Knitting

The good, the bad, and the swatchy

22-05-19 Inigo progress

Hello there! I’ve been knitting steadily for a few days now; not overdoing it, but making steady progress. I’ve finished the back and one sleeve of the Inigo cardigan, I’m really pleased with it so far and am finding it a very therapeutic garment to knit. I don’t mind at all knitting miles of stocking stitch flat – I really enjoy the purl rows every bit as much as the knit rows. The yarn is pleasant to work with, it has quite a number of prickly inclusion which I usually stop and pick out, but I think these might soften up when the finished garment is washed.

My other knitting activity has taken the form of a number of swatches. A couple of my friends very kindly gave me the book “Knitting From The North” by Hilary Grant for Christmas and one of them, who also has this book, has made a start on the “Loki” jumper. This is a really fabulous jumper and I decided I would make a swatch because I’d like to knit it sometime this year. I want to convert it to knitting flat in separate pieces so I started a flat swatch to check my gauge. Here is how far I got:-

I really like the patterning, but I hit a problem checking my gauge which should be 26 stitches to 10cm; I was getting 29 stitches and I think you can see from the close-up that the non-colourwork portion is already quite flimsy. Now, I’m a veteran user of Shetland yarns and I know that when I wash the knitted fabric it blooms magically, the gaps in the stitches close up and you get a lovely fabric. However, the one thing I also know is that my gauge doesn’t change when the fabric is washed, and I feel going up one or two needle sizes to match the stitch gauge called for might very well give a decidedly odd result with these yarns. With this in mind, I unpicked the swatch and have put this idea on the back-burner for the time being, with the intention of revisiting it when the mood strikes me.

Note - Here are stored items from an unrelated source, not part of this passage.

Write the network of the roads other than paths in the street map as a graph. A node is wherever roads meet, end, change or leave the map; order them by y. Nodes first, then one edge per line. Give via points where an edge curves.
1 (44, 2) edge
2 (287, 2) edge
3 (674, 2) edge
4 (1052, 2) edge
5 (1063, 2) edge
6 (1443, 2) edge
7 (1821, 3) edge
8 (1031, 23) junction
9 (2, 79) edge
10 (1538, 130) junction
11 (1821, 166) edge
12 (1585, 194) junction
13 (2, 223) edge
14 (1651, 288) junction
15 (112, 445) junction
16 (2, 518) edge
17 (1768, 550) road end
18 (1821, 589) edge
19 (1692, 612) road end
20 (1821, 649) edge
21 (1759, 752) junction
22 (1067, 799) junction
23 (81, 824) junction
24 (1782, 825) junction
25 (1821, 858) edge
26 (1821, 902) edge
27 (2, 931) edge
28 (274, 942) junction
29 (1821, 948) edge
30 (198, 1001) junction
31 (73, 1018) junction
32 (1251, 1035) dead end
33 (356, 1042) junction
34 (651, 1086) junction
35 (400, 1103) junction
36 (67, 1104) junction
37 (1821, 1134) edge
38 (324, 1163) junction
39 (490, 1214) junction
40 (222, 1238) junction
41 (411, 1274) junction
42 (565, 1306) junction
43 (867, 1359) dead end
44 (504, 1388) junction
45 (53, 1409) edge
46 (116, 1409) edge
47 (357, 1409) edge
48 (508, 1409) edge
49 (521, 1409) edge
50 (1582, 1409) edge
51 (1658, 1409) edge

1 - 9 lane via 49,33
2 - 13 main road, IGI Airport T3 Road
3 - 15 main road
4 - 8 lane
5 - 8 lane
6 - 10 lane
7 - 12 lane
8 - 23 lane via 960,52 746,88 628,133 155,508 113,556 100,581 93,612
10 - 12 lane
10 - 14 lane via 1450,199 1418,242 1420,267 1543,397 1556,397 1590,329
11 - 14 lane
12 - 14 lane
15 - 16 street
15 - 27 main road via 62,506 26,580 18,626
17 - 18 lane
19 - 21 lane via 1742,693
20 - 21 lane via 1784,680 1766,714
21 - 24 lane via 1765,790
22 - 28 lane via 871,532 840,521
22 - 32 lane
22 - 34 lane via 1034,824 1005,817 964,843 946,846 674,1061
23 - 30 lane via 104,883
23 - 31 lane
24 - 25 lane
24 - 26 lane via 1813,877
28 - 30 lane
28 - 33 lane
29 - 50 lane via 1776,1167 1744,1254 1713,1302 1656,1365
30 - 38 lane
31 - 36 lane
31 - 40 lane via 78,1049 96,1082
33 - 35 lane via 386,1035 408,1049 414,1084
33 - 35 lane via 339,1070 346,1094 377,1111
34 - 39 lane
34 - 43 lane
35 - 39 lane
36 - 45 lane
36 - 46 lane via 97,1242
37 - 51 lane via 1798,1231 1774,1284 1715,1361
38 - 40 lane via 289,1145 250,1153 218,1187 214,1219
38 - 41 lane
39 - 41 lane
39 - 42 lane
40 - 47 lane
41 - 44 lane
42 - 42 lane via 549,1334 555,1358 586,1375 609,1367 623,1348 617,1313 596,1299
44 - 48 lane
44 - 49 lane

That decision was aided by me reading this blog post over at Fringe Association. That little summer cardi she writes about reminded me of this heavy winter cardigan by Norah Gaughan:-

2006 Autumn

This was published in the Autumn 2006 issue of Vogue Knitting (or Designer Knitting, depending on your country) and I have knitted two successful versions in the past. Reminiscing on this, I started to think about that golden yellow yarn that I keep starting projects with but never finishing. I have considered a couple of times the option of holding it with a strand of cream wool to give a marled effect and it struck me that it might work for this pattern. So I swatched:-

 

Love it! Below the centre-line I used 4.5mm needles which gave me a gauge of 18 stitches to 10cm and above the centre I used 4mm needles which came out bang-on the 20 stitches to 10cm that the pattern calls for. My row gauge is, as ever, completely off – I can’t understand how anyone ever manages to get both row and stitch gauge and I don’t understand how the designers knit to get the gauges they do come up with, but that’s neither here not there. I’ve been knitting a long time and I’ve got used to the vagaries of it all. (Actually, my theory is that the row gauge is distorted with aggressive blocking, but don’t quote me on that because it might be a bit inflammatory!)

The photos of this swatch are useful because they illustrate the point I was making about my colourwork swatch and how the Shetland wool blooms when washed. Comparing the big picture of the yellow swatch (pre-wash) with the one top-right (post-wash) you can see how the cream stitches in particular have puffed up and softened in appearance. The yellow yarn is a blend of acrylic and wool so the behaviour is less pronounced.

So, there we have it: good progress, bad gauge, swatchy meanderings.

I hope your week is going well and you are getting in some knitting, planning, crafting, or just plain resting.